Unmittelbar nach dem Wahlsieg Donald Trumps über Hillary Clinton veröffentlichte Mark Lilla in der New York Times einen viel beachteten Essay, in dem er forderte, die Ära liberaler Identitätspolitik zu beenden. In der Folge wurde auch hierzulande heftig diskutiert, wie weit das mit starken moralischen Wertungen vorgetragene Engagement der liberalen Linken für spezifische Gruppen, deren Rechte, Anerkennung und gesellschaftliche Position den spektakulären Aufstieg rechtspopulistischer Bewegungen mit zu verantworten habe. Ein Hauptargument lautete dabei, die Identitätspolitik habe die Vernachlässigung der klassischen sozialen Frage begünstigt. An die Stelle des Kampfes gegen ökonomische Ausbeutung sei der gegen kulturelle Diskriminierung getreten. Die dadurch entstandene Repräsentationslücke eröffne Rechtspopulisten die Möglichkeit, sich erfolgreich als Fürsprecher der sogenannten kleinen Leute zu profilieren. Darüber hinaus werde der Moralismus der akademisch gebildeten Linken, ihre belehrenden Zurechtweisungen des Publikums und das Einklagen immer neuer politisch korrekter Sprachregelungen von vielen als arrogante Entwertung der eigenen, stärker traditionell geprägten Lebensweise empfunden. Selbstvergewisserung und Aufwertung biete demgegenüber dann die von Rechtspopulisten beschworene eigene ethnische Herkunft, die Abgrenzung gegenüber dem Fremden und eine pauschale Kritik an den angeblich korrupten und fremdgesteuerten Eliten.

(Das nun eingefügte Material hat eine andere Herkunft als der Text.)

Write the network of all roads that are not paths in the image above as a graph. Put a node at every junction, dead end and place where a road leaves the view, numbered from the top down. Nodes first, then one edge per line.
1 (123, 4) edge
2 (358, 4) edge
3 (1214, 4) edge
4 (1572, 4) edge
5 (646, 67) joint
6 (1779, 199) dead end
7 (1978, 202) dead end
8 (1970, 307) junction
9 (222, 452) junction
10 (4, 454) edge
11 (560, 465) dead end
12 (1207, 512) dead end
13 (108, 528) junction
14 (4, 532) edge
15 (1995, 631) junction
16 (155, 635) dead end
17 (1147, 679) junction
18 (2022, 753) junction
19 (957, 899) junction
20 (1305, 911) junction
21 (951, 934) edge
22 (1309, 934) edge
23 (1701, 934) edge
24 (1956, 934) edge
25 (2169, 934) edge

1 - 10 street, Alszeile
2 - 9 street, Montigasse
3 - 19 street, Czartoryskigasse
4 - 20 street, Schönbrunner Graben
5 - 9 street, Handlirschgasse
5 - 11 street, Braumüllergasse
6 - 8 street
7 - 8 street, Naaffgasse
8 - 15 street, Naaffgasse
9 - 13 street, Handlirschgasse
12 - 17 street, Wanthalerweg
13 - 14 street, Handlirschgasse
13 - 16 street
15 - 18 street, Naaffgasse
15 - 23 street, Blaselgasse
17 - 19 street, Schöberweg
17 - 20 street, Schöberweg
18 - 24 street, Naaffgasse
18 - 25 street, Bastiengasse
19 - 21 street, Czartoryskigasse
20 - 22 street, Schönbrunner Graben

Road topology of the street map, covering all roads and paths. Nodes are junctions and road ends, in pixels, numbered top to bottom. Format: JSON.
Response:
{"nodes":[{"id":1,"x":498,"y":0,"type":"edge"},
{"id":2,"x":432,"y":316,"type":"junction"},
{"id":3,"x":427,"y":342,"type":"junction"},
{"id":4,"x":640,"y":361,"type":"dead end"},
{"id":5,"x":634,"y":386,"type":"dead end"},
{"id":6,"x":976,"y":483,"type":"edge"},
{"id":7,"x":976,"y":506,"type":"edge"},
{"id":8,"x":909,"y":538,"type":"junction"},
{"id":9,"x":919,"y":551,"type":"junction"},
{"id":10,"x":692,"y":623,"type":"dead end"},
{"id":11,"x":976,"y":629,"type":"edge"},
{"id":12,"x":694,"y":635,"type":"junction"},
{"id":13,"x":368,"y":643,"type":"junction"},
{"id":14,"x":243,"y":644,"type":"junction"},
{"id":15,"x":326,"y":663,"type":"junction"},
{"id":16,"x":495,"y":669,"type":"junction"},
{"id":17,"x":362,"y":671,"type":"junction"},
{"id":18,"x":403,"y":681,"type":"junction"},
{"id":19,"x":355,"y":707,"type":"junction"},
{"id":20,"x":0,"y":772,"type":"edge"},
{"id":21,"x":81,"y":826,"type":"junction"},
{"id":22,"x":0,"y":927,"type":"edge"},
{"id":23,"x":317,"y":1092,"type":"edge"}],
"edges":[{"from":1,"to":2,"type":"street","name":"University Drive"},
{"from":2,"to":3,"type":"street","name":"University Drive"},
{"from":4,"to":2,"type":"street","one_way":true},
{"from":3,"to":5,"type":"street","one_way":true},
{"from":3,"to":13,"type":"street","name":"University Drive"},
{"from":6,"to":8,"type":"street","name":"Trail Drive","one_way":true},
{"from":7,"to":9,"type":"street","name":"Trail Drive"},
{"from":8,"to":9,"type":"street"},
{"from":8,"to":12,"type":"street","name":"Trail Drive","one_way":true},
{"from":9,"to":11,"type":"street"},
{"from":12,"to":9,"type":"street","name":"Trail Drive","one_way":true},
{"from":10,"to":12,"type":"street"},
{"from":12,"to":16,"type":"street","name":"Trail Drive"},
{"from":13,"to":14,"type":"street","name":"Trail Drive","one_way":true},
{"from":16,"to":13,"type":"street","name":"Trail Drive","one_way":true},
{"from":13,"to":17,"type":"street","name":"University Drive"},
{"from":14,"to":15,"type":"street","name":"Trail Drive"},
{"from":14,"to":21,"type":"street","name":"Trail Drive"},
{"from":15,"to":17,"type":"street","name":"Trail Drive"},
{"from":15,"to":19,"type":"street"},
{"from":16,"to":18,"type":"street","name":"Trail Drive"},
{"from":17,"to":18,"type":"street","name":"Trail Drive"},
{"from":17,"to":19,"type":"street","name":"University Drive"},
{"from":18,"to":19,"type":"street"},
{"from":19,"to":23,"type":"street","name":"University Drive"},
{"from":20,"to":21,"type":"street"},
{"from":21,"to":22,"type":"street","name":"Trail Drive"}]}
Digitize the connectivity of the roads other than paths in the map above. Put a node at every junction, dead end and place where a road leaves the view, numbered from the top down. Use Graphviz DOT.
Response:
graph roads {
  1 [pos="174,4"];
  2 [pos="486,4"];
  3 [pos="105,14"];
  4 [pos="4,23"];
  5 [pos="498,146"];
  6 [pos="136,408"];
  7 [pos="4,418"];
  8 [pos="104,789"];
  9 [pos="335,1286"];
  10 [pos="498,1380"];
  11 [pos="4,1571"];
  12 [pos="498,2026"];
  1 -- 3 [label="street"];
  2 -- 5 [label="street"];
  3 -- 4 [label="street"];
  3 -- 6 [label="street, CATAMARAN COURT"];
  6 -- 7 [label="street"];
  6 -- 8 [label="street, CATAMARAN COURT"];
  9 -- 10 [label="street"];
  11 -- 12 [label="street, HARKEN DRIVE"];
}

Das Problem mit dieser Sicht auf die Entwicklung der letzten Jahre ist m. E. nicht, dass sie falsch wäre. Das Problem ist, dass sie nahelegt, mit einer Wiederentdeckung der sozialen Frage und etwas mehr Zurückhaltung bei der moralischen Belehrung der Bevölkerung seien die traditionellen Wähler/innen linker Parteien zurückzugewinnen und der Aufstieg der Rechtspopulisten zu stoppen. Das darf bezweifelt werden. Die Widersprüche zwischen der kulturellen und der sozialen Linken gehen tiefer und dürften durch kleinere programmatische Nachjustierungen und eine Optimierung der politischen Kommunikation nicht zu überbrücken sein. Dies zeigt bereits ein etwas genauerer Blick über den Atlantik. Mark Lillas Artikel vom November 2016 war durchaus keine spontane Reaktion auf den Schock des Wahlergebnisses. Der Gegensatz zwischen einer auf kulturelle, ethnische und sexuelle Diversität und einer an Klassenfragen und Gemeinschaftswerten orientierten Linken ist in den Vereinigten Staaten bereits vor mehr als 30 Jahren aufgebrochen. Insbesondere Autoren, die dem Pragmatismus und Kommunitarismus zuzuordnen sind, werfen der kulturellen, die Universitäten dominierenden Linken seither immer wieder vor, mit ihrer Dramatisierung verschiedener, nach Hautfarbe, Geschlecht oder sexueller Orientierung differenzierten Identitäten weniger eine Politik der Gleichstellung dieser Gruppen zu betreiben, als vielmehr deren Selbstbestätigung bis hin zum Narzissmus. Allgemeininteressen und Bürgertugenden blieben auf der Strecke und würden durch den Moralismus politischer Korrektheit ersetzt, der es den akademischen Eliten ermögliche, besten Gewissens ihre Verachtung kleinbürgerlicher und proletarischer Lebensstile zu pflegen.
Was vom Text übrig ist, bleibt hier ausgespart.